Donald-Trump

The mainstream media nitwits and Rinos are wringing their hands and biting their fingernails attempting to psychoanalyze Donald Trump’s recent staff shakeup, replacing his campaign manager, but especially making Steve Bannon CEO.

Bannon is a reflection of The Donald – committed America First outsider, hard nosed and ruthless competitor, and at least appears to believe in a take-no-prisoners approach to gamesmanship. He would be the kind of head football coach who would run up the score to 150-0 and laugh at the opposing coach as he whined about it. Political correctness has no place in his world, nor The Donald’s. Thus, I see the Bannon hire as brilliant.

Trump gave the RNC/establishment model of presidential candidate a try. Not only did it look as uncomfortable on him as a cactus sweater, it did him no good whatsoever. Let’s face it, Trump can be as accommodating, politically correct, and non-confrontational as the RNC/GOP likes, but it isn’t working. That ship has sailed. It’s a new world. The electorate is smarter now.

Furthermore, despite his recent accommodation to the GOP, it won The Donald no new establishment friends. They still held their noses in his presence.

With Bannon behind the wheel I see the old Donald coming back, returning to his crude, politically incorrect, street fighting roots, and flipping off those who complain. It was Mom and Pop America who got Trump to where he is today, not the RNC/GOP. They are fortunate Trump has decided to wear their label.

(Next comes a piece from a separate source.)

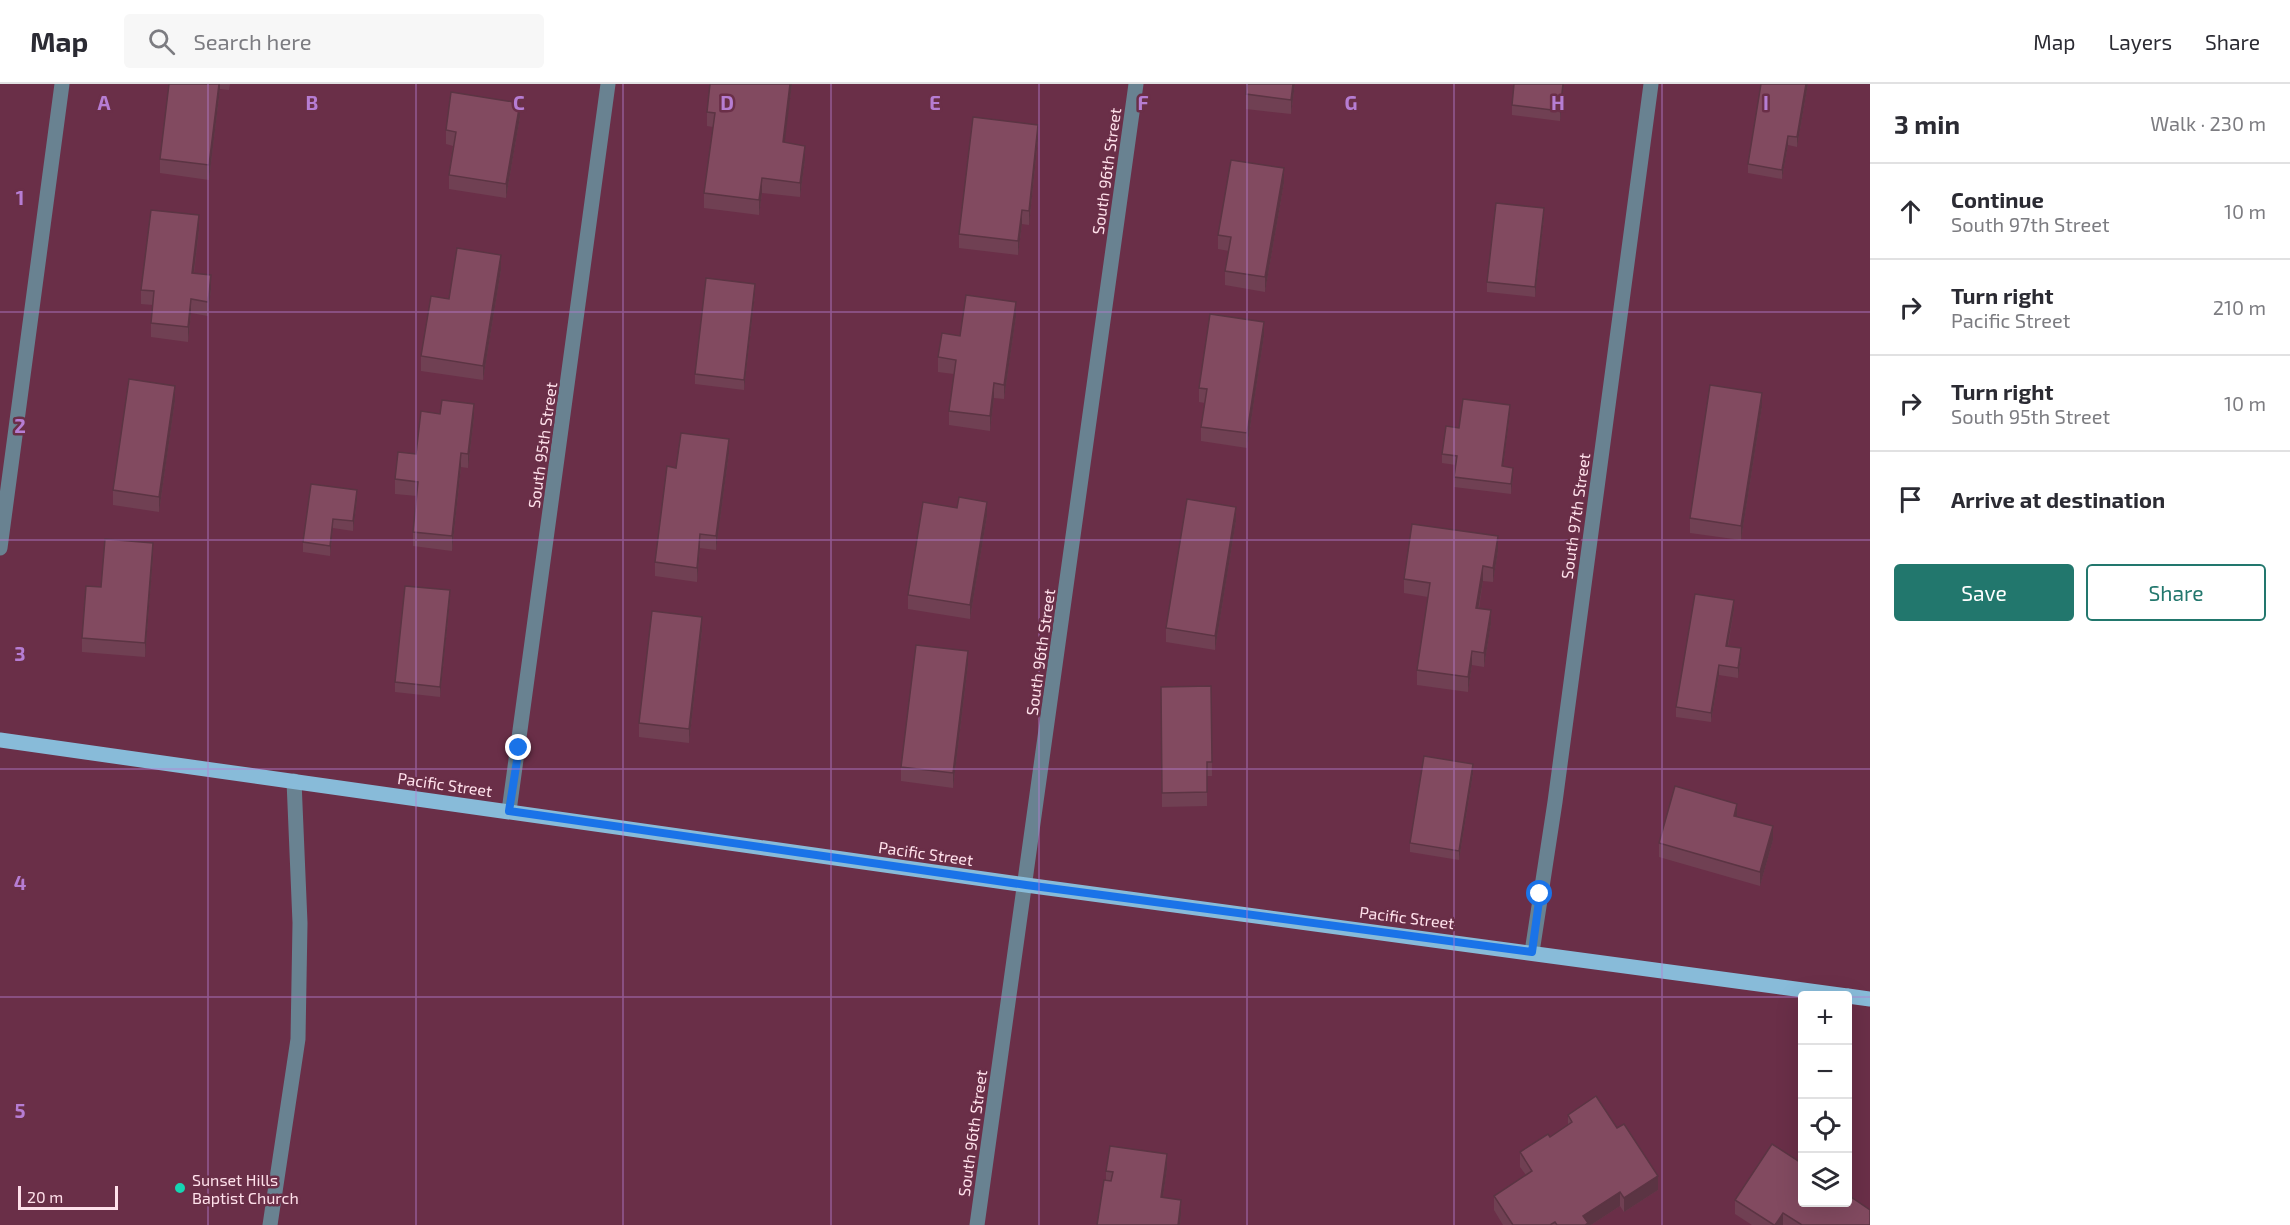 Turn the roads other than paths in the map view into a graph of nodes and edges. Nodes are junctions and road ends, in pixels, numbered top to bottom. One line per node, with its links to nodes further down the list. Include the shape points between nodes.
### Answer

It was the meat and potatoes Americans, not the country club caviar crowd who forced The Donald down the GOP’s throat. They finally told the establishment what they want, and what they want is NOT the establishment.

Heeding the creed that “you dance with who brung you,” The Donald is back! Brilliant hire!

From Newsmax
Donald Trump’s campaign shakeup and new plan to run more directly against the Washington establishment could force more defections by mainstream Republicans who are increasingly worried about preserving their House and Senate majorities.

House Speaker Paul Ryan and other congressional Republicans will be under added pressure to decide whether to stick with Trump or campaign more openly to keep Congress in Republicans hands as a check on a future President Hillary Clinton.

At the same time, Trump’s decision to hire Stephen K. Bannon, executive chairman of crusading right-wing website Breitbart News and a former Goldman Sachs banker, as chief executive of his campaign has buoyed the most conservative Republican lawmakers, who are eager to see the real-estate mogul stay the course that helped him triumph in the Republican primaries.

Either way, the changes complicate what was already a difficult task for congressional Republicans to defend their majorities in both chambers and hold together a splintering party.

Under Bannon, Breitbart News has targeted establishment Republicans, including former Speaker John Boehner. As part of Trump’s move, the Republican presidential nominee plans to restore a full-bore anti-establishment tenor to the campaign, ending sporadic efforts to moderate his tenor and reach out to skeptical Republicans and independents, according to a person familiar with the matter.

Pressure on Fence-Sitters

Representative Charlie Dent of Pennsylvania, who made clear in early August that he won’t be voting for Trump, said Bannon’s hiring could push some Republican congressional fence-sitters to take a firm stance on Trump.

“It might give them more incentive to make a decision one way or the other,” Dent, co-chairman of a group of about three dozen House centrists, said in a telephone interview.

“It will be kind of hard to just try and not say anything,” he said of Republican candidates. “It just seems to me that this campaign has been largely run by the candidate himself and this shake-up is just another indication of disorder ahead.”

But Representative Mark Meadows of North Carolina called Trump’s move a good prescription for worried congressional Republicans.

“To suggest that we need to go with more of an establishment type of campaign really would be to ignore everything that is happening in the world, and certainly in Washington, D.C.,” said Meadows, a founder and leader of the conservative House Freedom Caucus, which played a key role in ousting Boehner and since has challenged Ryan on several legislative fronts. “There’s a reason why millions of Americans on both sides of the aisle feel they want an outsider — whether that would be Bernie Sanders or Donald Trump.”